Les pieds des passants, les roues d’auto et de motocyclette scripturent la ville. On roule, on marche, au sein du graphique urbain, que sans cesse on élabore et qui nous travaille, chacun à des degrés divers. Mais quelques uns seulement l’inventent vraiment, la masse, elle, est copiste. Les gens savent (à peu près) où ils vont, les autres, non. Ce n’est pas qu’ils tracent des lignes au hasard, c’est qu’ils ne connaissent pas l’issue. Qui peut être un giclement de sang ou de plaisir. Éros écrit tout aussi bien dans la chambre qu’en son dehors-intérieur quand il sort par la fenêtre. Il arpente la ville, la mesure au mètre près, elle habite pieds et jambes. Il a l’œil à la cheville, au jarret, où se forment les lignes, car l’œil écrit la ville, sans oublier l’oreille et le nez et la ville les écrit. Mais en tant que personnage, il n’est que le motif et la motion du texte.

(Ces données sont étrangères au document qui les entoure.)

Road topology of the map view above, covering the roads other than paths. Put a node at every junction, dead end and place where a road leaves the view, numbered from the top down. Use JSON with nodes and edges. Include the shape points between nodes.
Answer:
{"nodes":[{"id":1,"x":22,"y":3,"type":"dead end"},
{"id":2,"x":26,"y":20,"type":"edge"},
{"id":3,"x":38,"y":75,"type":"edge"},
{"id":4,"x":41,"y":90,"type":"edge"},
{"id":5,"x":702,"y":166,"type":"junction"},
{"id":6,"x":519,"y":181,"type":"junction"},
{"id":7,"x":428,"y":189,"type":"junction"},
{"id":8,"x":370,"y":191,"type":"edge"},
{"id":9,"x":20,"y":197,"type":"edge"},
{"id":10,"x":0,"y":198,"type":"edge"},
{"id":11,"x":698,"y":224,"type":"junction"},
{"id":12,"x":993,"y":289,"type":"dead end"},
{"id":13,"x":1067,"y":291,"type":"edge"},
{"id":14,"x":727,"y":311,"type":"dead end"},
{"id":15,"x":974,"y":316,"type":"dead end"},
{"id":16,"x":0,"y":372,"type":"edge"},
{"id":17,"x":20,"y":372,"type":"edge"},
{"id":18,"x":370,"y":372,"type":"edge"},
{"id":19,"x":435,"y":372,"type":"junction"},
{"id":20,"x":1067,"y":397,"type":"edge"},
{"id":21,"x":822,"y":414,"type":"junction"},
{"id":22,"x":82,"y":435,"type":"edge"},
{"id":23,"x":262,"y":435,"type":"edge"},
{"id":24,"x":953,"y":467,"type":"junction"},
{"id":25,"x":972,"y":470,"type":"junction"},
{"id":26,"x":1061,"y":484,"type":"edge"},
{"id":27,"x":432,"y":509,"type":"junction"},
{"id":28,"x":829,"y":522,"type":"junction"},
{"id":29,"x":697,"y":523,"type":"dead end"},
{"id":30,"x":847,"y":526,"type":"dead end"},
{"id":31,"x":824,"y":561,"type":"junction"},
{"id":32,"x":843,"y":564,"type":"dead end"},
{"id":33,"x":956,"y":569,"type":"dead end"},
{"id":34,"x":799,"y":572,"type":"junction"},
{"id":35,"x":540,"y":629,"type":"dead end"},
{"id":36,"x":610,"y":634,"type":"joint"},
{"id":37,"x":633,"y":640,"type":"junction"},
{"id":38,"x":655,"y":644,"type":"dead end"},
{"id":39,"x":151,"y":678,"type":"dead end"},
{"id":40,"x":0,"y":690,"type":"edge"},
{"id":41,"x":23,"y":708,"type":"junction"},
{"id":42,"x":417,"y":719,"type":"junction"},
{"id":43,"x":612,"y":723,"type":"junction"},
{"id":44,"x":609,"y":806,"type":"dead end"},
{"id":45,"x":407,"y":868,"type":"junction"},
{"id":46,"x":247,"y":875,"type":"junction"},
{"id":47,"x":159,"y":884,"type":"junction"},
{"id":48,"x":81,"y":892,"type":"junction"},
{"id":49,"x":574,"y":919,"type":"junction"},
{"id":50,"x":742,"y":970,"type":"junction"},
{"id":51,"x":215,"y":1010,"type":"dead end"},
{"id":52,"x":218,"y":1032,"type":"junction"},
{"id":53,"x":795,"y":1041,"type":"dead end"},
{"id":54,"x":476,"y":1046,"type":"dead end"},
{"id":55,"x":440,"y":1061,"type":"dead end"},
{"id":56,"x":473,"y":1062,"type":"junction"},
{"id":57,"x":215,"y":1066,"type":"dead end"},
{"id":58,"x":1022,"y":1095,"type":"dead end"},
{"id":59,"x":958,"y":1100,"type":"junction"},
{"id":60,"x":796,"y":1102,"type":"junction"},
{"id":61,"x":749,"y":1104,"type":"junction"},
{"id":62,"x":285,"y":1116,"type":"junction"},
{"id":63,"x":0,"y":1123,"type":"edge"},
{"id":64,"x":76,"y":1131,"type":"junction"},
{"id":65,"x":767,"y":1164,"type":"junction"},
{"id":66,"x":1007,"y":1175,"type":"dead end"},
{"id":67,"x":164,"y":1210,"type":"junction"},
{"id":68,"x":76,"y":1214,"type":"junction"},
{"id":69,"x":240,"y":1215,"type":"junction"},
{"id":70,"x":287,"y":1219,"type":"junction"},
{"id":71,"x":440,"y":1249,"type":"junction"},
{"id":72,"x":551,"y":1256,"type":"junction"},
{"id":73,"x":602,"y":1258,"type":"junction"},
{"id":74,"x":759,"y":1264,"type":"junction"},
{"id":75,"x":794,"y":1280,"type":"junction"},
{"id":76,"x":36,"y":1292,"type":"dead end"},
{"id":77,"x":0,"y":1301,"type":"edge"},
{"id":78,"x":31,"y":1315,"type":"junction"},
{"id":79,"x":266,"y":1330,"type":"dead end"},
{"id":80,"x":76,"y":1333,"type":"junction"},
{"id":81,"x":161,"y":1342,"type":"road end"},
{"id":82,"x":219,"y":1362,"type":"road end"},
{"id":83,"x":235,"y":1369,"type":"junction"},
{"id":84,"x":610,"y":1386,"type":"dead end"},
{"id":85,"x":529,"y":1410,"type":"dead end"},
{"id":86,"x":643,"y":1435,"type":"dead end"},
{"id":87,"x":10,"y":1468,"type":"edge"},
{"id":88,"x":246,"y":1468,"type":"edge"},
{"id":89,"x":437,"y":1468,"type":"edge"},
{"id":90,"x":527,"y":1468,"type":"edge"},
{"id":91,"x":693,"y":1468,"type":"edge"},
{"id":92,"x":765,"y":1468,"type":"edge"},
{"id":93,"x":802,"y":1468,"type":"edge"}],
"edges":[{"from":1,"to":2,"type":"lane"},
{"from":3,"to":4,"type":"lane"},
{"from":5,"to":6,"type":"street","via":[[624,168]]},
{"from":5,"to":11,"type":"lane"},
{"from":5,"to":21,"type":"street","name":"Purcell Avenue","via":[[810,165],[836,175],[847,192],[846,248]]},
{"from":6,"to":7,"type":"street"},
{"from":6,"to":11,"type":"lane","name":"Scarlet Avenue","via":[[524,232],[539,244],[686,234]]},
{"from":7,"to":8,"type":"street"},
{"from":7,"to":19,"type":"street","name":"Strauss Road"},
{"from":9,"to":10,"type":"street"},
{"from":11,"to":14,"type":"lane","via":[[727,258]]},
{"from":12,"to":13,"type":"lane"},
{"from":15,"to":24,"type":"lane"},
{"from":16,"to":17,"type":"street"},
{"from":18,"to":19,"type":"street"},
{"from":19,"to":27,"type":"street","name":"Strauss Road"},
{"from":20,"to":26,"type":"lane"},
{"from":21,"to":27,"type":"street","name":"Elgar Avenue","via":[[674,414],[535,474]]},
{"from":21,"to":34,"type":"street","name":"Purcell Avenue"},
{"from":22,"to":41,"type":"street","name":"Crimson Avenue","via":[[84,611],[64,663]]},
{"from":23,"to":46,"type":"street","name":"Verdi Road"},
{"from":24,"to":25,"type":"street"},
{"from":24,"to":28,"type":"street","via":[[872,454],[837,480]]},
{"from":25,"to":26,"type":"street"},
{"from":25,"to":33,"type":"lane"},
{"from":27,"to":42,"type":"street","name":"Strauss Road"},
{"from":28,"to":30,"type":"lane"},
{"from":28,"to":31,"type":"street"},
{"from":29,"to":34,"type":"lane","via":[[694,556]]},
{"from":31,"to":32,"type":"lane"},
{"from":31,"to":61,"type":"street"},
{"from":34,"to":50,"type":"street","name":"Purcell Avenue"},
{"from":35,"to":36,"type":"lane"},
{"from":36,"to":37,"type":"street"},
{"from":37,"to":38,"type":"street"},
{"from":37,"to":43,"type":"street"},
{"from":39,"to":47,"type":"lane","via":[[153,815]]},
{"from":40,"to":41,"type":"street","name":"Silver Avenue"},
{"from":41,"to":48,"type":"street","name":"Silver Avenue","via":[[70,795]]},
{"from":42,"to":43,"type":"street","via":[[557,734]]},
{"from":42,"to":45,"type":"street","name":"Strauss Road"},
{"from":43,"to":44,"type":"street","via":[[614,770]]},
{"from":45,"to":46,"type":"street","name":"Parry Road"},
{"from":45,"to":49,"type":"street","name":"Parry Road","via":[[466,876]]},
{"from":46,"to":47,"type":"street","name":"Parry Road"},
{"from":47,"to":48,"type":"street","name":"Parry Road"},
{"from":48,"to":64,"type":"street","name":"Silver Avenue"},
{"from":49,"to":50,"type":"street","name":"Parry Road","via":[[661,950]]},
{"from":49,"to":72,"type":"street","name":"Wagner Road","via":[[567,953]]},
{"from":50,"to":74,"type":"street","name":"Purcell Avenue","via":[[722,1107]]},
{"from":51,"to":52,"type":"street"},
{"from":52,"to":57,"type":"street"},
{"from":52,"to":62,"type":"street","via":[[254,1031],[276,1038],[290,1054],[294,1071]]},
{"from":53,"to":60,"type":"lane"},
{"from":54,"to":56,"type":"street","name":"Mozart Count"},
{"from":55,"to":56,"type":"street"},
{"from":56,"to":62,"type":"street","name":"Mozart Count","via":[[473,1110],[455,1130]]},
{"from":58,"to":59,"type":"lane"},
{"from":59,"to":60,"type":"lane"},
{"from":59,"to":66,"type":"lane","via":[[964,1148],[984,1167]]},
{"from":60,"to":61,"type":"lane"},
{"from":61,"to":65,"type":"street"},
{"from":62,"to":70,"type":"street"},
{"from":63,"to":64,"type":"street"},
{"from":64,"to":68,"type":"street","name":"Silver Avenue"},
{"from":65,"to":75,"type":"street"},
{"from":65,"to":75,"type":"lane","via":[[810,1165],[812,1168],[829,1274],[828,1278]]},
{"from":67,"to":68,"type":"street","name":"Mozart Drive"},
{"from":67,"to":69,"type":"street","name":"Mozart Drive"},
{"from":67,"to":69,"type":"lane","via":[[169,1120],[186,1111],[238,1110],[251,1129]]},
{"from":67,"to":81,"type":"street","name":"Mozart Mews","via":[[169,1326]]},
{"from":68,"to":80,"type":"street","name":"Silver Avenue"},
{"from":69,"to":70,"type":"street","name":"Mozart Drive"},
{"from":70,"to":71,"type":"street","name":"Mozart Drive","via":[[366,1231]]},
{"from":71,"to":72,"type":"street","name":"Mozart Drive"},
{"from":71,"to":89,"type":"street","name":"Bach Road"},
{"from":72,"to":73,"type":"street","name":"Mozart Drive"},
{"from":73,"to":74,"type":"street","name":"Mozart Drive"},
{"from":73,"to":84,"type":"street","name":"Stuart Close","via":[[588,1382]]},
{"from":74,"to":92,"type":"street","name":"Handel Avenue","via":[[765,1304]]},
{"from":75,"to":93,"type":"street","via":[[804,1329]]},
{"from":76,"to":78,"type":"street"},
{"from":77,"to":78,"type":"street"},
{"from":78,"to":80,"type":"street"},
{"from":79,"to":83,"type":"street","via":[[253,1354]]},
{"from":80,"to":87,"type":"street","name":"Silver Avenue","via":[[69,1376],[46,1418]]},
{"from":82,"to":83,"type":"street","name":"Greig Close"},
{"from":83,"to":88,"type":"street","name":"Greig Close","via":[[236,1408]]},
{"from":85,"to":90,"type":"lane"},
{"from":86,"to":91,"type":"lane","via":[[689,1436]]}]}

Un commentaire sur “Le carré -7- dans la fenêtre

  1. Et les mots qu’on secoue pour y fleurer la trace, celle du corps ou du coeur. L’oeil est graphique et l’oreille attentive, dehors comme dedans. Le reste, dessus le jour tendu, ou dessous c’est pareil, arrive par giclées. D’amour et de plaisir, de désir et de sang. C’est Éros, je me dis. Éros, là aussi.